You can now use GoFundMe to fundraise as a team
Popular social fundraising platform GoFundMe has just launched a new way for people to fund their endeavors. It’s called Team Fundraising, a new feature that rolls out today, allowing people to combine forces and start joint campaigns for crowd-sourced donations.
GoFundMe CEO Rob Solomon, who consistently talks about growing the “giving layer” of the Internet, says that addresses a massive new pool of prospective fundraisers and donors. It’s a tool to reach sports teams, school groups, and groups of people who want their own way to rally around a community cause or specific charity. Teams will still have a traditional GoFundMe page, but each will get a personalized link that lets the team track who has raised the most.

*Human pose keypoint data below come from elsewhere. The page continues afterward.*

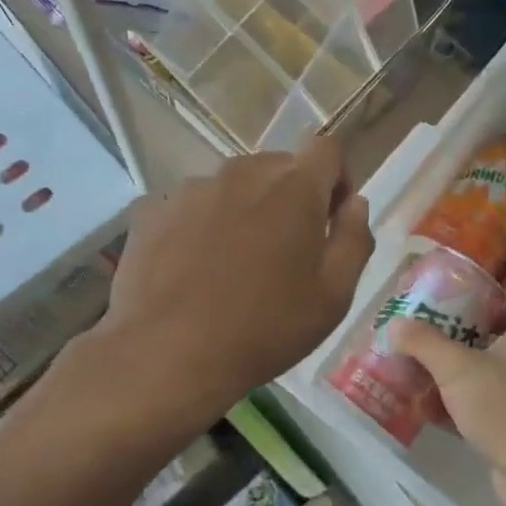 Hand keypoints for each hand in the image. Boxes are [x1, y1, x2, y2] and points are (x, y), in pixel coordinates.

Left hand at [96, 138, 373, 415]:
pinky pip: (189, 207)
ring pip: (231, 187)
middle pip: (277, 167)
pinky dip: (198, 226)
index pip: (325, 149)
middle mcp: (241, 173)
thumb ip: (354, 239)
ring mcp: (190, 189)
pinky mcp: (151, 210)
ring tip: (231, 265)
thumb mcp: (334, 296)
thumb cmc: (265, 329)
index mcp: (293, 187)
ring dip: (242, 210)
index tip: (331, 219)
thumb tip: (354, 203)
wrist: (168, 355)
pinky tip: (191, 269)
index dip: (336, 179)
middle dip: (289, 198)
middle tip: (284, 252)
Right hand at [391, 311, 505, 505]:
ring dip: (452, 381)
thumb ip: (424, 343)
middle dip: (455, 346)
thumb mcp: (456, 367)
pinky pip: (483, 411)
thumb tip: (395, 323)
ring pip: (484, 380)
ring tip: (414, 376)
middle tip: (420, 344)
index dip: (483, 308)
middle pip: (491, 344)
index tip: (450, 311)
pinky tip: (426, 413)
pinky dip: (458, 410)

For some of these fundraisers, that eliminates the old model of going door-to-door to make solicitations (although that’s another important socializing experience the web just deleted). “There’s a huge amount of fundraising that happens in the offline world where kids are being asked to do somewhat ridiculous things like selling cookie dough and selling gift wrapping, and we think that’s a quaint idea,” Solomon says as one example.
In his view, people who work together on these types of campaigns often gain more motivation because they can be cooperative and competitive, and ultimately combine to raise way more money than someone might alone. “But it’s very inefficient and in the era where everyone has a mobile phone, everyone has a credit card. It’s a little bit crazy not to do all of this online.”
GoFundMe tested that idea by giving several groups early access before the formal launch. Teams of anywhere from 20 to 60 or so people have since combined to raise several thousand dollars for things like sending a cheerleading squad to nationals, or a high school science team to their own STEM-related tournament. In Boston, supporters of the It Takes A Village Foundation, created a universal page collectively to raise money for an upcoming running-for-charity event, while in Seattle over 300 supporters affiliated with the Gender Justice League combined to raise more than $45,000 toward the city’s Trans Pride Seattle celebration.
On the back end, the platform is designed to help teams of all sizes coordinate their actions. There’s a fundraiser-specific dashboard that allowed everyone to easily communicate and track their campaign progress, and built-in leaderboard to encourage what a press release calls “friendly competition” among team members, who can keep track of donations tied to their individual accounts. As donations roll in, the site tracks all of the activity, so people who shared a personalized link to the larger campaign can trace back which contributors gave through it and personally thank them.
How much GoFundMe profits from all of this is unclear because the company no longer charges a dedicated service fee. It’s moved to a tip-based model, which allows donors to give extra funds to support the service, without carving a flat fee from what recipients are receiving.
Either way, recruiting new users remains key, especially as Facebook has its own network-tapping fundraising tools. “If you’re exposed to something for the first time in this team environment, we also think it’s going open up different avenues where you’re going to come back when you have to help one of your neighbors, when you have to help a friend, when you want to help your favorite nonprofit,” says Solomon.